_WHAT IS BEING ASKED_:
Among the entries that follow, how many lines contain the string "lane"? Answer with that number only.

[Stored data entries]
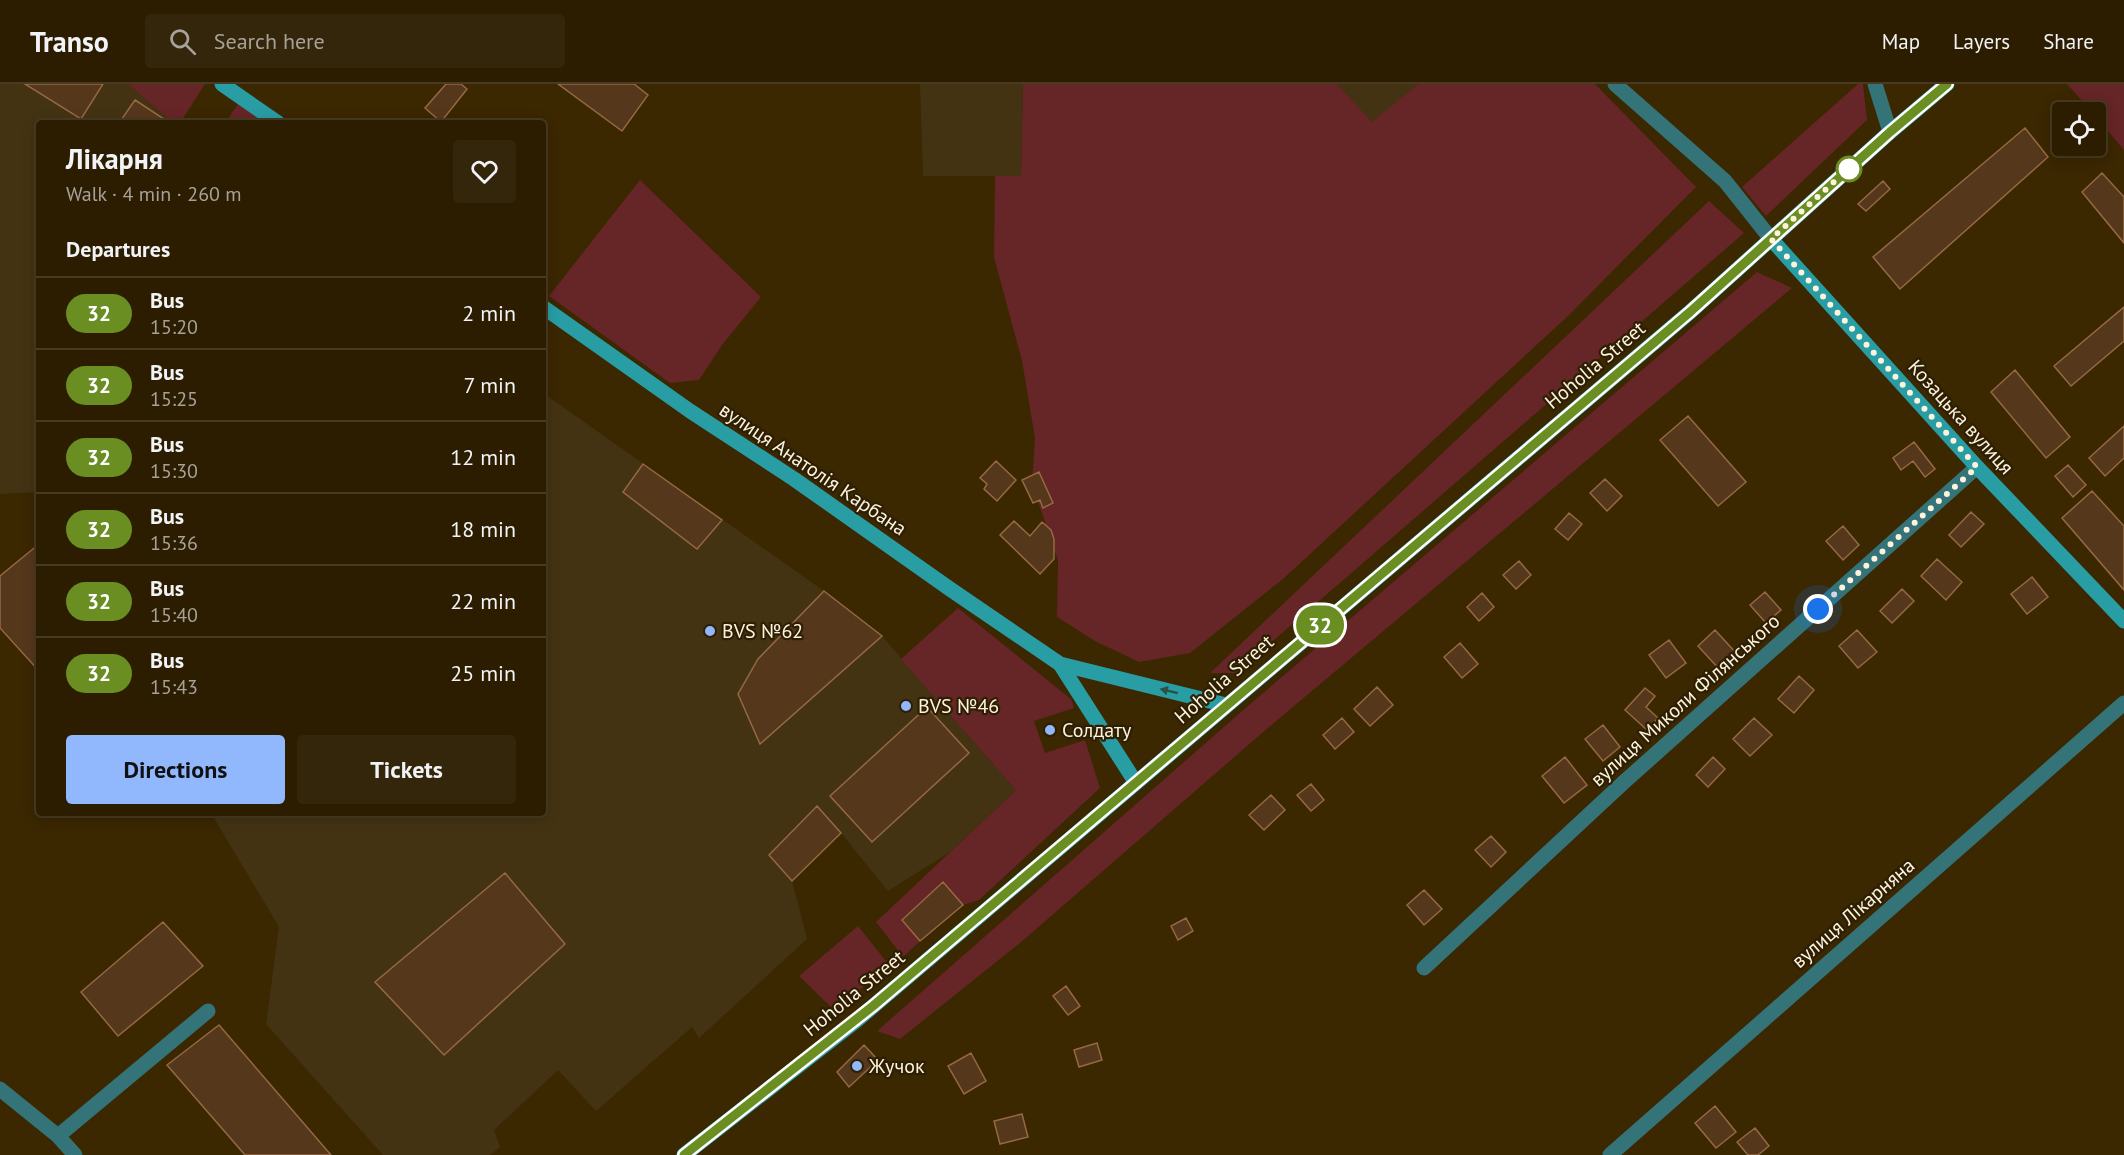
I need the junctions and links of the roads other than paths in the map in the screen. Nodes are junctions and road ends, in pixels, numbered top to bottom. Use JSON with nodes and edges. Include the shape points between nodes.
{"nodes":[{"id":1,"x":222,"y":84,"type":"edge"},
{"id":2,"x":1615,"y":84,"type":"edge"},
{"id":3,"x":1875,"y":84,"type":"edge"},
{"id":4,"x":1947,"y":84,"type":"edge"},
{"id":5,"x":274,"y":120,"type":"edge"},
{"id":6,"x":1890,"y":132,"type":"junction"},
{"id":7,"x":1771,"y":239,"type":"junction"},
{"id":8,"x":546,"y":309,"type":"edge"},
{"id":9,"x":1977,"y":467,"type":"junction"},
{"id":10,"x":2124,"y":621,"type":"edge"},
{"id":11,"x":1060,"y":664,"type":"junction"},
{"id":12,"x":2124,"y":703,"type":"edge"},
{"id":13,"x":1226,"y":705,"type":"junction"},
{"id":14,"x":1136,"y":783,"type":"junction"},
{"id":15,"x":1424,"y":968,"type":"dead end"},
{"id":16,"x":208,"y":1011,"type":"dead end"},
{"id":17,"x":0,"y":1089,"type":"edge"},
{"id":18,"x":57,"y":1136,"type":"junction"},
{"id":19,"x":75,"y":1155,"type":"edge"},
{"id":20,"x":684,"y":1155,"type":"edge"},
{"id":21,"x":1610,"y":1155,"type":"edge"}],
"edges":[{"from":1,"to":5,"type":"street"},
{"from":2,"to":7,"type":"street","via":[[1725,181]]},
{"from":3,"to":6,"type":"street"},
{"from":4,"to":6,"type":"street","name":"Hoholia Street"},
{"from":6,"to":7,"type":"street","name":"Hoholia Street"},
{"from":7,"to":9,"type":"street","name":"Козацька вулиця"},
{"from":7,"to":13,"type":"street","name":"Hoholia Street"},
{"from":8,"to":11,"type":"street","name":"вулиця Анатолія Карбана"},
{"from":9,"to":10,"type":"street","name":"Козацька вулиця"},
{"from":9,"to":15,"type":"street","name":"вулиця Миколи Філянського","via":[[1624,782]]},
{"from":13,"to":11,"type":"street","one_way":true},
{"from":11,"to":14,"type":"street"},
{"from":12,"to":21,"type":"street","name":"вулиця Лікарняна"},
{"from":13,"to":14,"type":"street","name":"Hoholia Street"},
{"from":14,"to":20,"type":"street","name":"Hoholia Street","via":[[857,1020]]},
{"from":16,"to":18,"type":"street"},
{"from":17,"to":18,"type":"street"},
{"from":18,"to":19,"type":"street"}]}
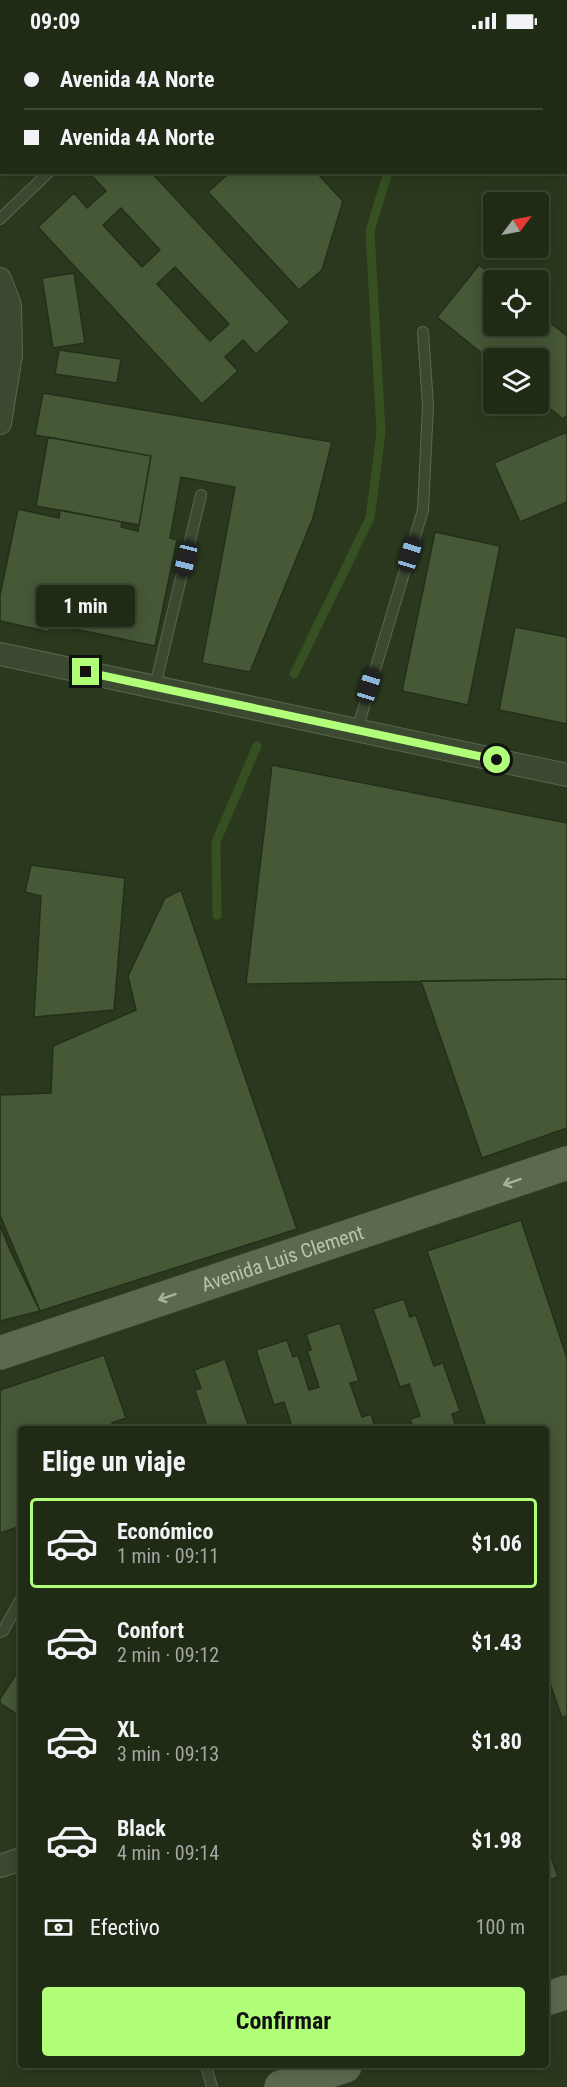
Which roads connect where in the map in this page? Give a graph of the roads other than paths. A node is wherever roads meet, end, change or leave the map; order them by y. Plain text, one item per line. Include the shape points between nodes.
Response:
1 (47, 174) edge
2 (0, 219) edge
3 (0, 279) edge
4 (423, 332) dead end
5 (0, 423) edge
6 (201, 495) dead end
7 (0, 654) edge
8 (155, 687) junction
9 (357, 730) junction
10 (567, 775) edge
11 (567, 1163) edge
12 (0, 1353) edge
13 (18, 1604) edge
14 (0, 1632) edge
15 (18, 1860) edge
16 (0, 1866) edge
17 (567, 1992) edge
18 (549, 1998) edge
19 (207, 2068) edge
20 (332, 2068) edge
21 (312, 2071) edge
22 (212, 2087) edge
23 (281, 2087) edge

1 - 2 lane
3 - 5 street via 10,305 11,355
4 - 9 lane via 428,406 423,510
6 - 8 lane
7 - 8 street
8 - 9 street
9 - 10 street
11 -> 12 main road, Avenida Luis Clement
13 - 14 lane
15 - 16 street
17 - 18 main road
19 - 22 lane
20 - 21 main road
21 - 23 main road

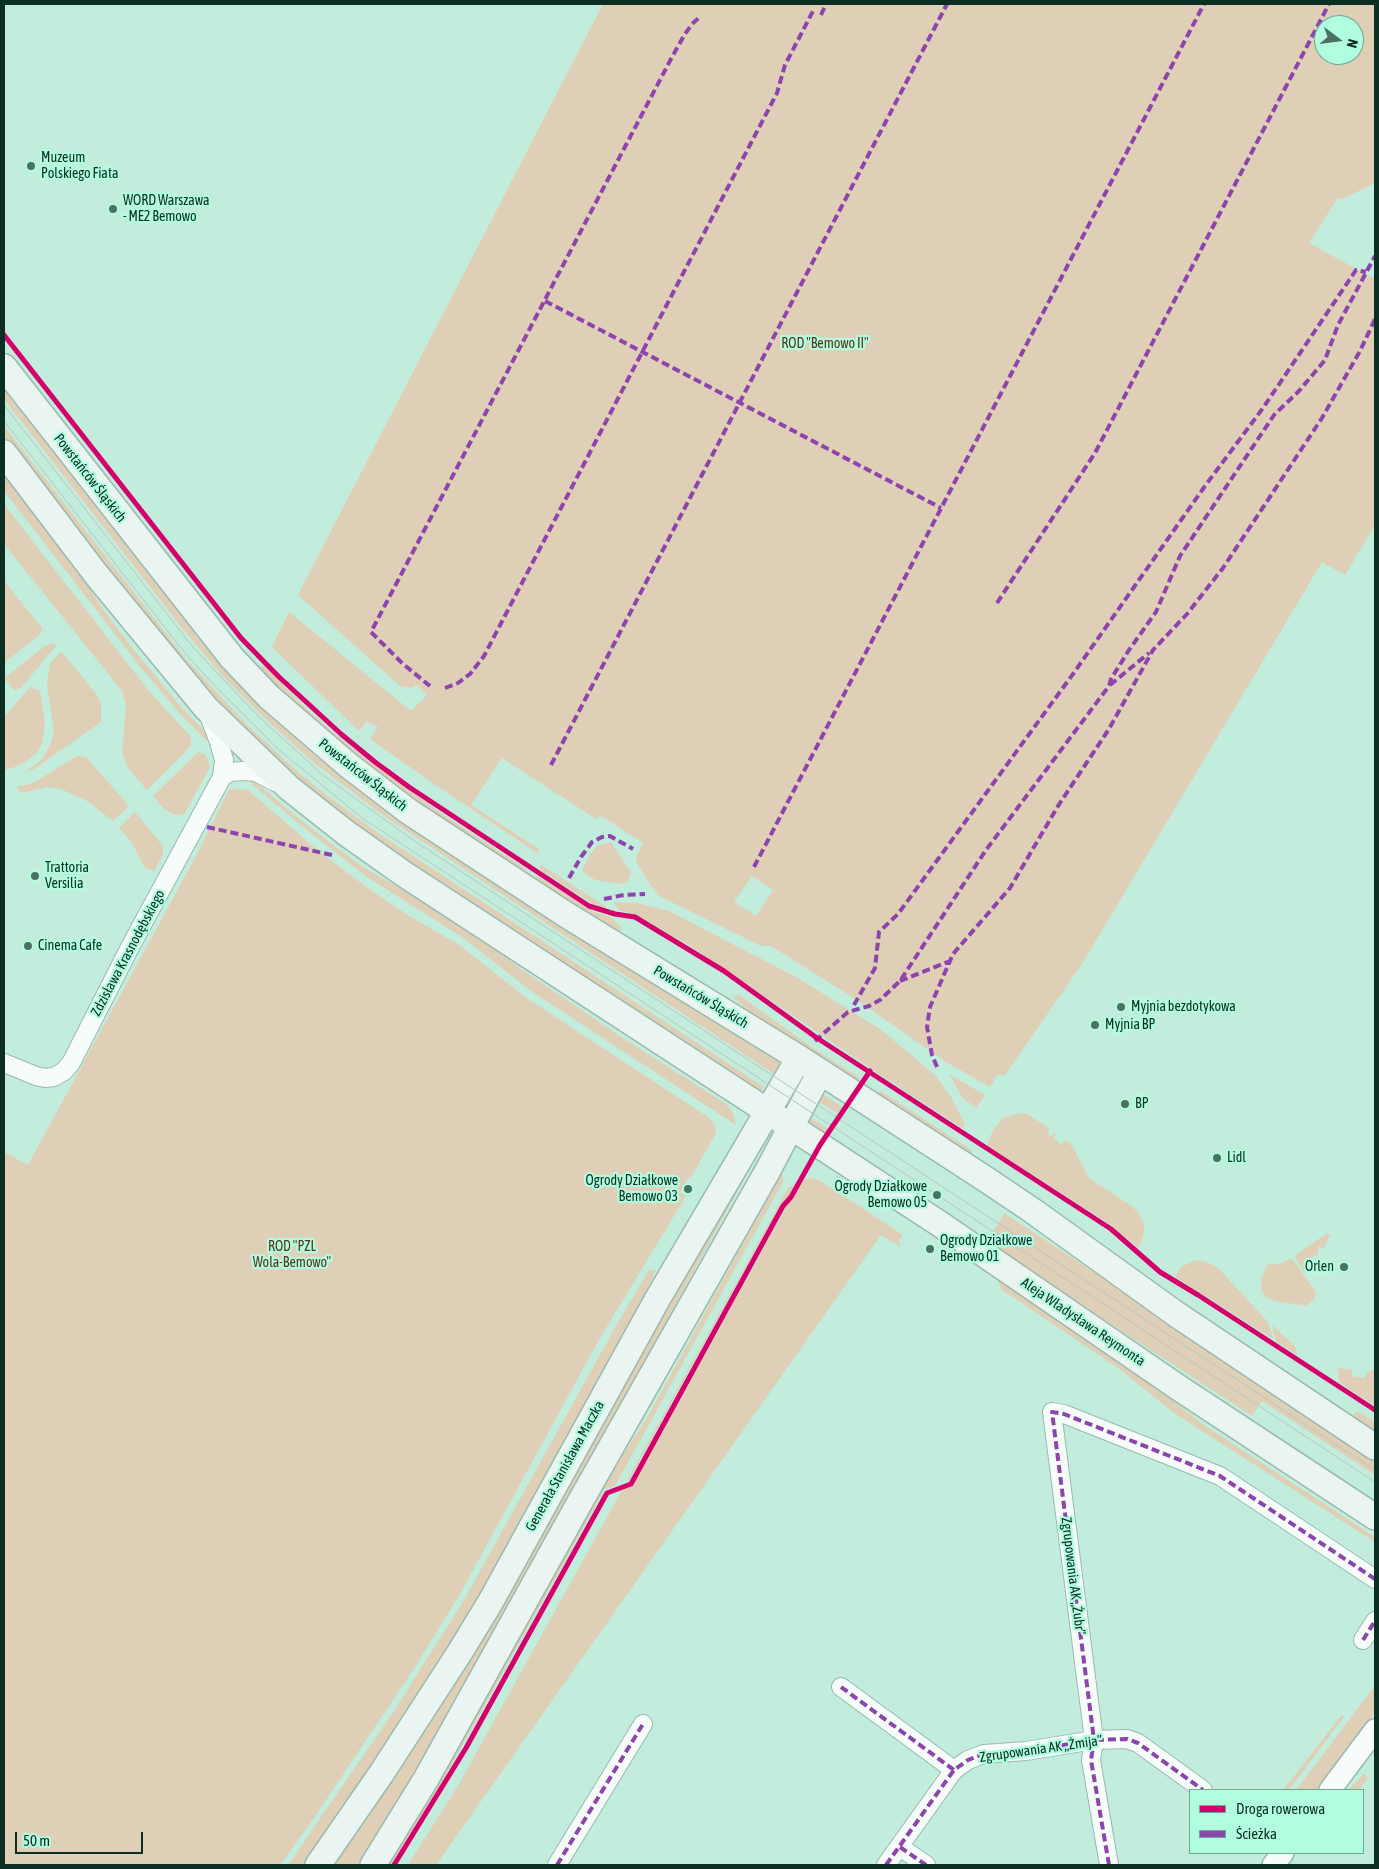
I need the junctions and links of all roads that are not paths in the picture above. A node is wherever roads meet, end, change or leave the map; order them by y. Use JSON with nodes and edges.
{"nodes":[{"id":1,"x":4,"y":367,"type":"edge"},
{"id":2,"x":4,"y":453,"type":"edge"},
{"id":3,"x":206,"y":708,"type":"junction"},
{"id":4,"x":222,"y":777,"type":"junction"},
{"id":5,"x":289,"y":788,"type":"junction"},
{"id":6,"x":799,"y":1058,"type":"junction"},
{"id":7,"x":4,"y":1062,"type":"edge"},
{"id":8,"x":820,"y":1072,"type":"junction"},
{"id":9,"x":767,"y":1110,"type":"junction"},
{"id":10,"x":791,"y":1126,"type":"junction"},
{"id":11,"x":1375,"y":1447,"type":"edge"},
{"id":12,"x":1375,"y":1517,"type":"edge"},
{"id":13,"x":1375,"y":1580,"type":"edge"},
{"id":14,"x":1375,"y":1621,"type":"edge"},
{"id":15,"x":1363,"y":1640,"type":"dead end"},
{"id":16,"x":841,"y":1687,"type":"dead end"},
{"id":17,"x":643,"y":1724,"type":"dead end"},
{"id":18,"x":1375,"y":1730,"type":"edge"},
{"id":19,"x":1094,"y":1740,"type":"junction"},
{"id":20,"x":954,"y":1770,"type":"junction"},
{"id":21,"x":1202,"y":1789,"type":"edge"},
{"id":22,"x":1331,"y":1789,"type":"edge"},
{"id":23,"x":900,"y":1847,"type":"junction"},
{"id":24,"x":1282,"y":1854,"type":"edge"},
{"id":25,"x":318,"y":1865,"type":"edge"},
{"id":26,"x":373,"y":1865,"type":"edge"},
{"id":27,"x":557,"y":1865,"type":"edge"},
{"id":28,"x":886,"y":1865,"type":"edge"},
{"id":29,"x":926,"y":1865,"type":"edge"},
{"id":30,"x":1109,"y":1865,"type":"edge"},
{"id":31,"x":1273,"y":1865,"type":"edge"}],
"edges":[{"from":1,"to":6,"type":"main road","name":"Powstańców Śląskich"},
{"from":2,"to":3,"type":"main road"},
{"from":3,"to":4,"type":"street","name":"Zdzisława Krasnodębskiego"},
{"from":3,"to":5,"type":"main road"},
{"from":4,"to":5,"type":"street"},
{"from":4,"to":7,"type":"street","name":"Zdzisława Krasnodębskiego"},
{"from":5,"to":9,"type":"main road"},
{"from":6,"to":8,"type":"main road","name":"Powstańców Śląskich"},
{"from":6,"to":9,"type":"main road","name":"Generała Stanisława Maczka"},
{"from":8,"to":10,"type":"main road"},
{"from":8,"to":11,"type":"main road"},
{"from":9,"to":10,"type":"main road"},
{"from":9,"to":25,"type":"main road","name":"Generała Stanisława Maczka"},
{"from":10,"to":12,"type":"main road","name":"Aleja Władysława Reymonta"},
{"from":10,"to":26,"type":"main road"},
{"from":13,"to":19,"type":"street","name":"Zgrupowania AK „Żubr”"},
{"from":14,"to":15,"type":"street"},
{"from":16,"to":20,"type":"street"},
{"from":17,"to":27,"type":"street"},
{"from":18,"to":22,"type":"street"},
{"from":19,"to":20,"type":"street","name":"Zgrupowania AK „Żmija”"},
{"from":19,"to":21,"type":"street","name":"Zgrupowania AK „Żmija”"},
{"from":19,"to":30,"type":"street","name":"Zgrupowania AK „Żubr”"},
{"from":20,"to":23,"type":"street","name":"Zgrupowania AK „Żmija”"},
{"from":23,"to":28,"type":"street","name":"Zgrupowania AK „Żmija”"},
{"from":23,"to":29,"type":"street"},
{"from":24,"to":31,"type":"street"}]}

_ANSWER BELOW_:
5